» **Input material**:
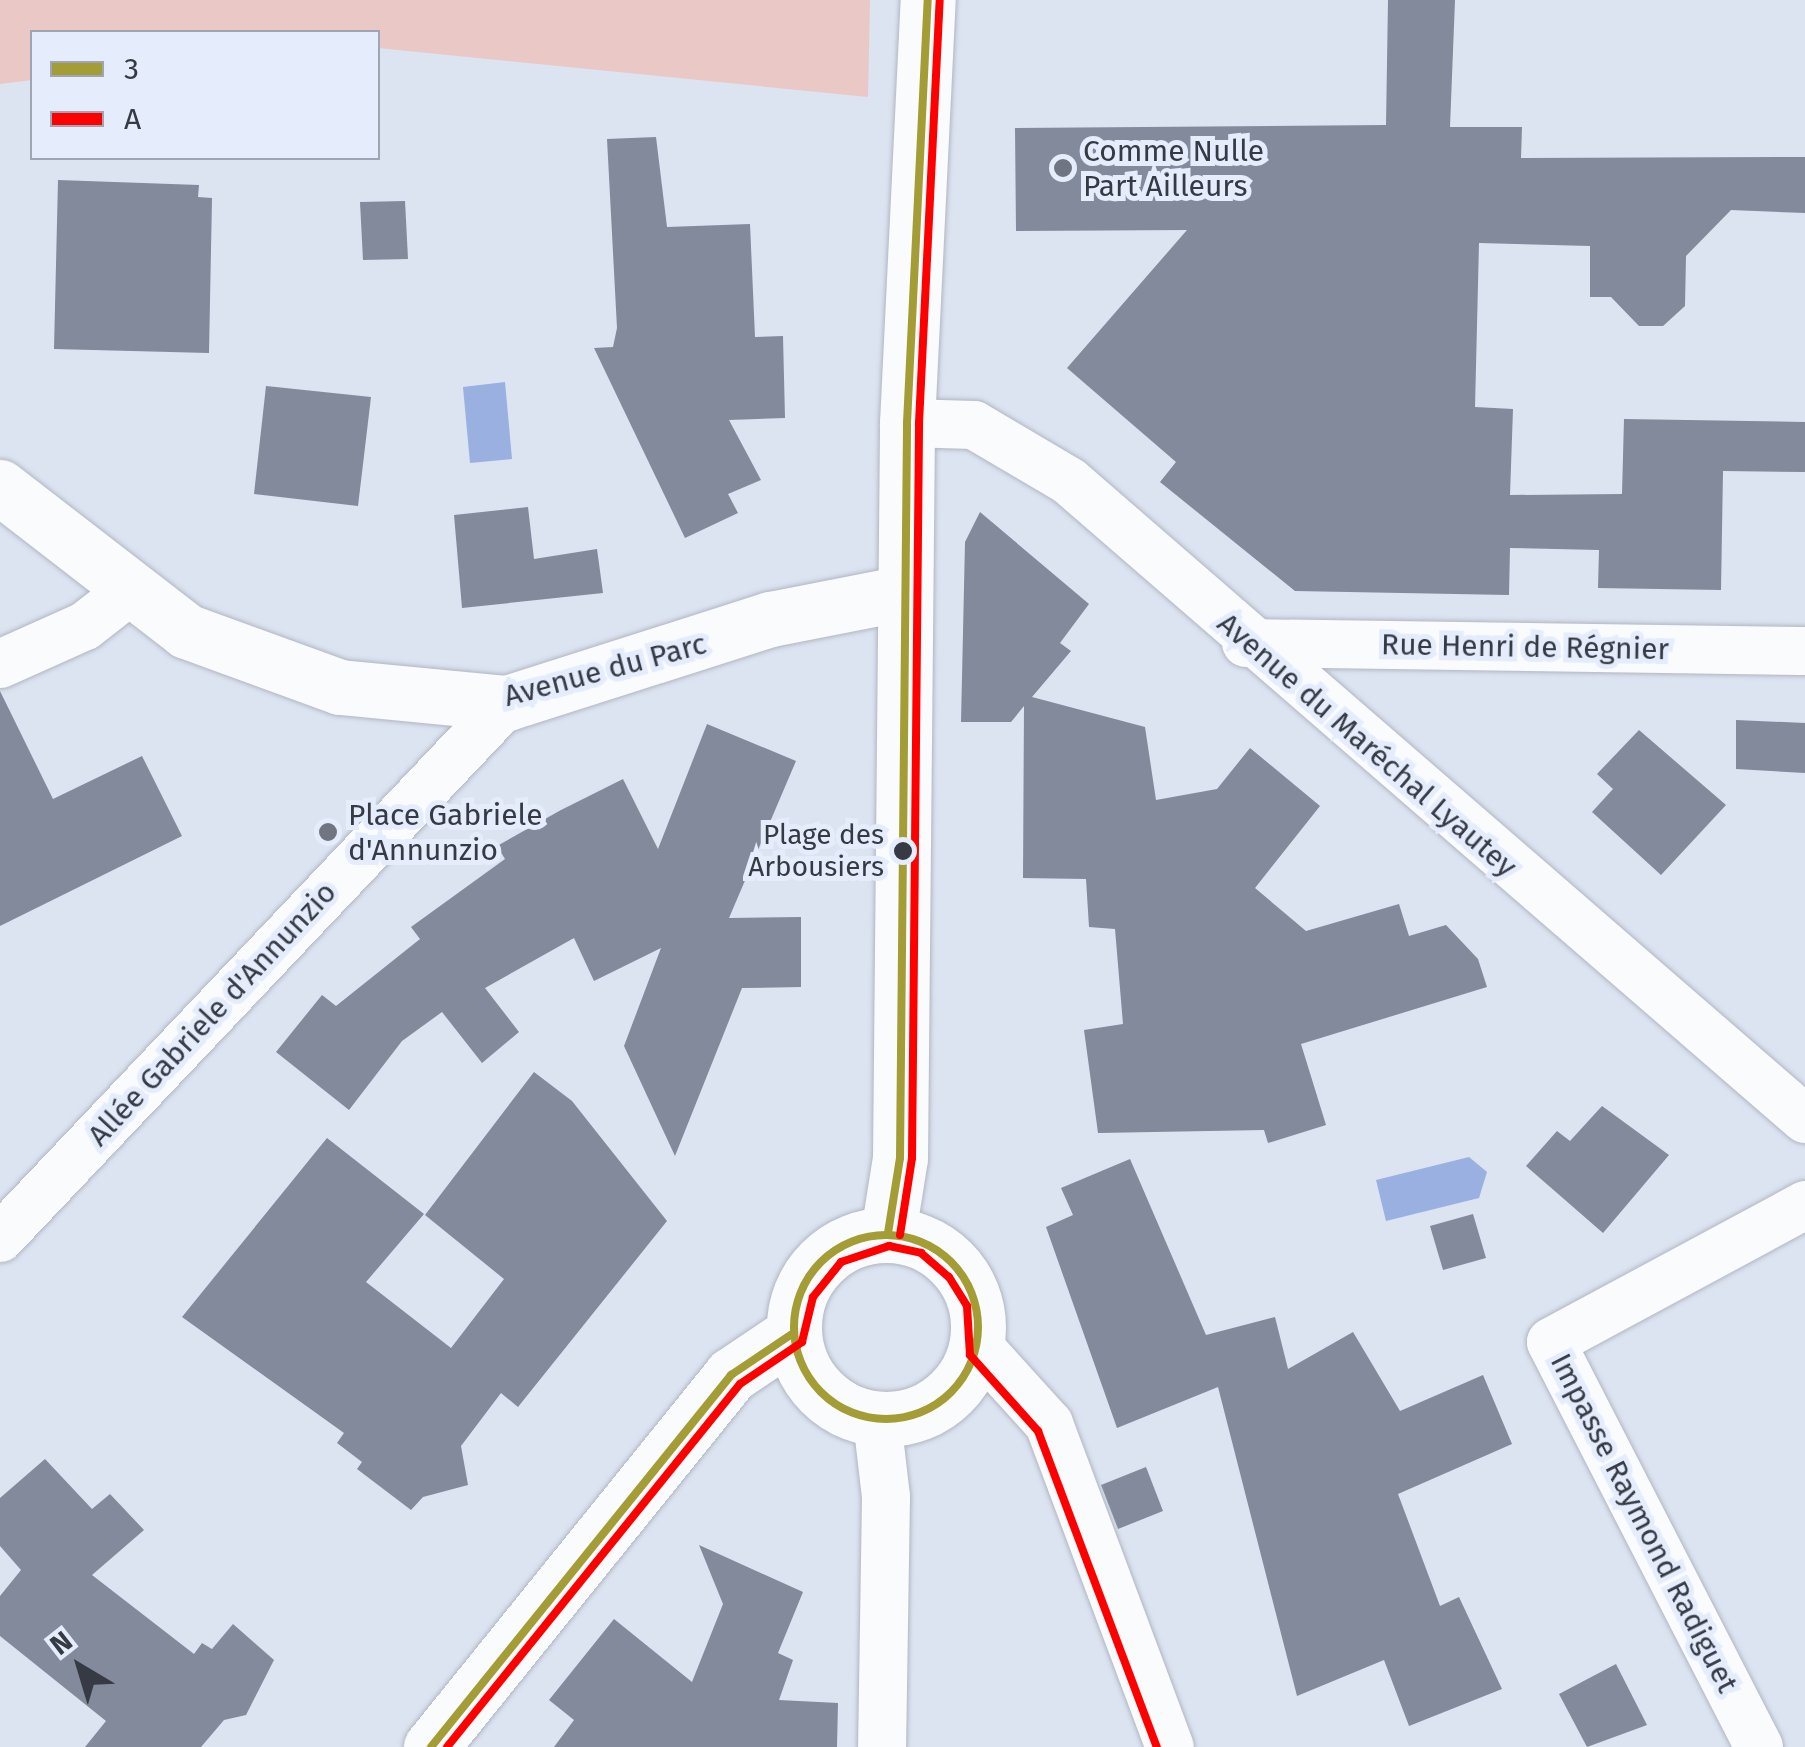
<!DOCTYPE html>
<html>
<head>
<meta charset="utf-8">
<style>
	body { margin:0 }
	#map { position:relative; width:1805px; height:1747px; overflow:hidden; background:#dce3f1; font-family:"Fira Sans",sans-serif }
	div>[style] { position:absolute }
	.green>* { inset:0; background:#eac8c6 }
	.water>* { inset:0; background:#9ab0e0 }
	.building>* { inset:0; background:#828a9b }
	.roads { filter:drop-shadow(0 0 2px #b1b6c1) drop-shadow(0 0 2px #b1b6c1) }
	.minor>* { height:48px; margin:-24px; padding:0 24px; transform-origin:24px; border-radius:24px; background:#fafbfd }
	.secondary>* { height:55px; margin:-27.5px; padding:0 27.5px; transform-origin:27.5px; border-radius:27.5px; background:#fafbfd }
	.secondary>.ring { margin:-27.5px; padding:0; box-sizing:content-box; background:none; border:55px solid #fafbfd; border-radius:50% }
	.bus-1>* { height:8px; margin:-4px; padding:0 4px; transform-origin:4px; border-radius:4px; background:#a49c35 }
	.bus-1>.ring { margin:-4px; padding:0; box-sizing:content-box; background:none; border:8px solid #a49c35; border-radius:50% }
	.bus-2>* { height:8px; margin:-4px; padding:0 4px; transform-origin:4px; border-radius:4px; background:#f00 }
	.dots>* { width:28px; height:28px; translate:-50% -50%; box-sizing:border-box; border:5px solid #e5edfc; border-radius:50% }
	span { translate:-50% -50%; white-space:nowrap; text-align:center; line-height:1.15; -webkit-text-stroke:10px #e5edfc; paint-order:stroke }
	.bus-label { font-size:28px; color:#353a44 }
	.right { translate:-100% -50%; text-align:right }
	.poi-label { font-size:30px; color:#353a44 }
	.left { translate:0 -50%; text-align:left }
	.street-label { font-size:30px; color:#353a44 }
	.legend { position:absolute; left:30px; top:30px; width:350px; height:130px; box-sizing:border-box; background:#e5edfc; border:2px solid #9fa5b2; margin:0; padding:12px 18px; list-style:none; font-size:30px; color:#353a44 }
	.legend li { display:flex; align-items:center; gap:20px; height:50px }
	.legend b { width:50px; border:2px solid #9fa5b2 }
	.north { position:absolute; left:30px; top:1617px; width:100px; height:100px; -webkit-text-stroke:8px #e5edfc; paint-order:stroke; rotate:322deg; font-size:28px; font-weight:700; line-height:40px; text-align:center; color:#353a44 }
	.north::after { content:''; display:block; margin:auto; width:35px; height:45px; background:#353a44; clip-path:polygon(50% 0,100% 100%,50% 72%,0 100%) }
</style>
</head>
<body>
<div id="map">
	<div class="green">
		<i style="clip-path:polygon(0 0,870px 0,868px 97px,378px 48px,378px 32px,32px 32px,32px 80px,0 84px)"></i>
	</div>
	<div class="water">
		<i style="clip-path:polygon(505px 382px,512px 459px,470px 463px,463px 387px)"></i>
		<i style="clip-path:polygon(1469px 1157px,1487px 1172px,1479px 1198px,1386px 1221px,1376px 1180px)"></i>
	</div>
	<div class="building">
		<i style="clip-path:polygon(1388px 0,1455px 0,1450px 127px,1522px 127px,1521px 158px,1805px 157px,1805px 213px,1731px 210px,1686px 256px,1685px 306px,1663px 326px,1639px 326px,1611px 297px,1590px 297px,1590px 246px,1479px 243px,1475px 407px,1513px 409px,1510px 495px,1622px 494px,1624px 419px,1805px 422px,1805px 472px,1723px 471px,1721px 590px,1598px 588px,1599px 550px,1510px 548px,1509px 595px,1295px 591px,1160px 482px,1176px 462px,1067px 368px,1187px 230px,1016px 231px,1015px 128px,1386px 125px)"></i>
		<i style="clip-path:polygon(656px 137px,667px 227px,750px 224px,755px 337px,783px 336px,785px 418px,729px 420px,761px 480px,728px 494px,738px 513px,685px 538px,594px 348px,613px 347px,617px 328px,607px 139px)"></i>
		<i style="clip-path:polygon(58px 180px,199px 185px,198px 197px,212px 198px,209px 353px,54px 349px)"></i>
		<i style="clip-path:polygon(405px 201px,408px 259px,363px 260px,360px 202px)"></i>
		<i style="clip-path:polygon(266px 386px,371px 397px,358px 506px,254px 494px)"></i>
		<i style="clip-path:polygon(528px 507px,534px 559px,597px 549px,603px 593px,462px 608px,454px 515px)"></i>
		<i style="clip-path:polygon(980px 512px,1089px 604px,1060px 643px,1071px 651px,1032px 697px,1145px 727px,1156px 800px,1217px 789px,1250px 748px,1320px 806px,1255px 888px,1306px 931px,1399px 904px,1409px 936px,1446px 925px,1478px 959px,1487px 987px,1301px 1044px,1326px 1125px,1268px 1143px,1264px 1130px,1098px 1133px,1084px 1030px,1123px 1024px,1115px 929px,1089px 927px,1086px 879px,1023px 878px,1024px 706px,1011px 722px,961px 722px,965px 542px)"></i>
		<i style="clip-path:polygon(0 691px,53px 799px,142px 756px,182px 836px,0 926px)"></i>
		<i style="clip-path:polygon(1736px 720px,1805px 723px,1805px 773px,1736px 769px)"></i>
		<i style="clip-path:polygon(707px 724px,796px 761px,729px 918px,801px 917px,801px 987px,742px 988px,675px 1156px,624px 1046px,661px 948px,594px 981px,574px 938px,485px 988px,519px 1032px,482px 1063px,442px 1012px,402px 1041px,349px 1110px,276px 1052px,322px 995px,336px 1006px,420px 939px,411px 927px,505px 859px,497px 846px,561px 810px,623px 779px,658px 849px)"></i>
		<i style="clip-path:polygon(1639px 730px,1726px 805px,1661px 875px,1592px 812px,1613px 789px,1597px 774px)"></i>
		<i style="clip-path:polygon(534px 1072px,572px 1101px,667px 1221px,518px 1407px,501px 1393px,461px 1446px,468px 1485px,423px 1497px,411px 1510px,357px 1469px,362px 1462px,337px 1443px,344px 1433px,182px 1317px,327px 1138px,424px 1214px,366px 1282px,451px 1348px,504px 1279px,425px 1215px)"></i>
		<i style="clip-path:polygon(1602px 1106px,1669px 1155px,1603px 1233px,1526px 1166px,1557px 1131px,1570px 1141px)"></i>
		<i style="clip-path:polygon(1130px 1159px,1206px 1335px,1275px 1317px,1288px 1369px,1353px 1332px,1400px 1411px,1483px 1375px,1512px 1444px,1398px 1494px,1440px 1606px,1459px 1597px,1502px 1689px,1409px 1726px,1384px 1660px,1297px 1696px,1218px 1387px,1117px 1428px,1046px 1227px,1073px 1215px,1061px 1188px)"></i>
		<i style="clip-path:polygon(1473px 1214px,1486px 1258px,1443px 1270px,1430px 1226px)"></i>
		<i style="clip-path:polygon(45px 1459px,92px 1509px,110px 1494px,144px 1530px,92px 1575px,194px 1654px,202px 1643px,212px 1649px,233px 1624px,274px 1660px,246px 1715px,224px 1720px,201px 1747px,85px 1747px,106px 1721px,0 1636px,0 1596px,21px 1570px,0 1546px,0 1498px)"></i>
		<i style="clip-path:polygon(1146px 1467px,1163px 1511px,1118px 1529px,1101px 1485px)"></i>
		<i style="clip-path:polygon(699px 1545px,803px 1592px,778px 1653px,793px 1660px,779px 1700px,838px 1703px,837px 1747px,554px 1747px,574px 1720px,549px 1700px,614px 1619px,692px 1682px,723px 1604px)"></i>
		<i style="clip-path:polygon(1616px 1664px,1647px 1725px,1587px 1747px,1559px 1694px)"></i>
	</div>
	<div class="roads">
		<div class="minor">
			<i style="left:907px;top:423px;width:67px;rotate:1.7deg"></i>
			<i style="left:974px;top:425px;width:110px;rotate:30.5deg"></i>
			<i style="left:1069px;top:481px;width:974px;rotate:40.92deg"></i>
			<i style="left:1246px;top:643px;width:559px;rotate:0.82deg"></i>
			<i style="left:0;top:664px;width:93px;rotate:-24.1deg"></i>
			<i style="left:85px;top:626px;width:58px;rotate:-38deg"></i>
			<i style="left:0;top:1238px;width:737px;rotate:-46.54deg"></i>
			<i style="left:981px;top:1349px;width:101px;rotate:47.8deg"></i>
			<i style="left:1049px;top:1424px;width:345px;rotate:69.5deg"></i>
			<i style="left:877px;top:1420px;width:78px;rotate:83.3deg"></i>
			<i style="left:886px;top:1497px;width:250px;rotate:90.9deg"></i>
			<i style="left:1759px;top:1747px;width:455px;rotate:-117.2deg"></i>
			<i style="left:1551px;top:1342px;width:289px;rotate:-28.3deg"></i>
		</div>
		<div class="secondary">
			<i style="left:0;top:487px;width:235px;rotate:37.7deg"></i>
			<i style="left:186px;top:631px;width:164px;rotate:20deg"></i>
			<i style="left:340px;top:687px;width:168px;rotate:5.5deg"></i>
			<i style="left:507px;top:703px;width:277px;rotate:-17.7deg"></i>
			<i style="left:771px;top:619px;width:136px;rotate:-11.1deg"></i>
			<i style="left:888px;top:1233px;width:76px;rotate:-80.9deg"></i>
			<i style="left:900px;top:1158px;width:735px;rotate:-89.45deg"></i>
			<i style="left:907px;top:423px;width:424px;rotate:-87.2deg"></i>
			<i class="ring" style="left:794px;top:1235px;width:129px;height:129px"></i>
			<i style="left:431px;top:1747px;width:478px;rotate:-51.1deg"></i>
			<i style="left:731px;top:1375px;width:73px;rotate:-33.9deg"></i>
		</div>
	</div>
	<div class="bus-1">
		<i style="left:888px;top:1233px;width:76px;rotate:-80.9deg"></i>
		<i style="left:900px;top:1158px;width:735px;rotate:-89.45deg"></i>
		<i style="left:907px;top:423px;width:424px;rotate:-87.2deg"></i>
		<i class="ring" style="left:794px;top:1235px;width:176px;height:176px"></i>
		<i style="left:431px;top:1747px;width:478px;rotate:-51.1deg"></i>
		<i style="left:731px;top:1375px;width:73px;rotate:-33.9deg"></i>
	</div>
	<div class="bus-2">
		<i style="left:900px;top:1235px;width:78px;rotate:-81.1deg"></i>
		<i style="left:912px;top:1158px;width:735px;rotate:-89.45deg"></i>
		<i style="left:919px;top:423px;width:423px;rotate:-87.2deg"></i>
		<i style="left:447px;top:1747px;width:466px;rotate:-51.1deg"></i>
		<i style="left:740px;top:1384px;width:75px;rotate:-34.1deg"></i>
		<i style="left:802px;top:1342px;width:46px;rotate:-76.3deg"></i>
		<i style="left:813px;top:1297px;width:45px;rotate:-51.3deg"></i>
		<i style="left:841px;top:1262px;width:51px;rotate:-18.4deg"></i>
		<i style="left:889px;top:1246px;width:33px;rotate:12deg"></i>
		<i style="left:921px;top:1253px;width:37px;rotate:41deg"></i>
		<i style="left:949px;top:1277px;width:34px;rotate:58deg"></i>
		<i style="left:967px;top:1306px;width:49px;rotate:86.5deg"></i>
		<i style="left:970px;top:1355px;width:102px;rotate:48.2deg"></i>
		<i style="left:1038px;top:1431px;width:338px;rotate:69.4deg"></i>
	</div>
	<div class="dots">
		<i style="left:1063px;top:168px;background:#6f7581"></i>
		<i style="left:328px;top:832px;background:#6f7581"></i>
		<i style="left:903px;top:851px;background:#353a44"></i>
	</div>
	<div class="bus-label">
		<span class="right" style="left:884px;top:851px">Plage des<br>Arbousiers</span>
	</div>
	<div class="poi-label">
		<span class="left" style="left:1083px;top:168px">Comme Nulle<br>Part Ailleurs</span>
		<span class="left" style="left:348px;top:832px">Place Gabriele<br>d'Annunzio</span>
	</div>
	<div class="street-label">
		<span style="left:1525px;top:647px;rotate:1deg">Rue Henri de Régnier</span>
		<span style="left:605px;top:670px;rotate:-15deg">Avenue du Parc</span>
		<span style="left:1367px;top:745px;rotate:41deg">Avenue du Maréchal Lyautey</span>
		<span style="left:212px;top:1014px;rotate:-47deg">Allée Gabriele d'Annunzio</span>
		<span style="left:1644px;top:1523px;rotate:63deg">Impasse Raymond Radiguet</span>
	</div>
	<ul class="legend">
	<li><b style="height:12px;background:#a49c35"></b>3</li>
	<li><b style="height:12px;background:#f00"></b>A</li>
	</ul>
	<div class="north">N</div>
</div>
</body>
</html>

» **Exercise prompt**: Please return only the lines from the top of the data through the line with "filter:drop-shadow(0 0 2px", exactly as written, and drop every picture.

» **Output below**:
<!DOCTYPE html>
<html>
<head>
<meta charset="utf-8">
<style>
	body { margin:0 }
	#map { position:relative; width:1805px; height:1747px; overflow:hidden; background:#dce3f1; font-family:"Fira Sans",sans-serif }
	div>[style] { position:absolute }
	.green>* { inset:0; background:#eac8c6 }
	.water>* { inset:0; background:#9ab0e0 }
	.building>* { inset:0; background:#828a9b }
	.roads { filter:drop-shadow(0 0 2px #b1b6c1) drop-shadow(0 0 2px #b1b6c1) }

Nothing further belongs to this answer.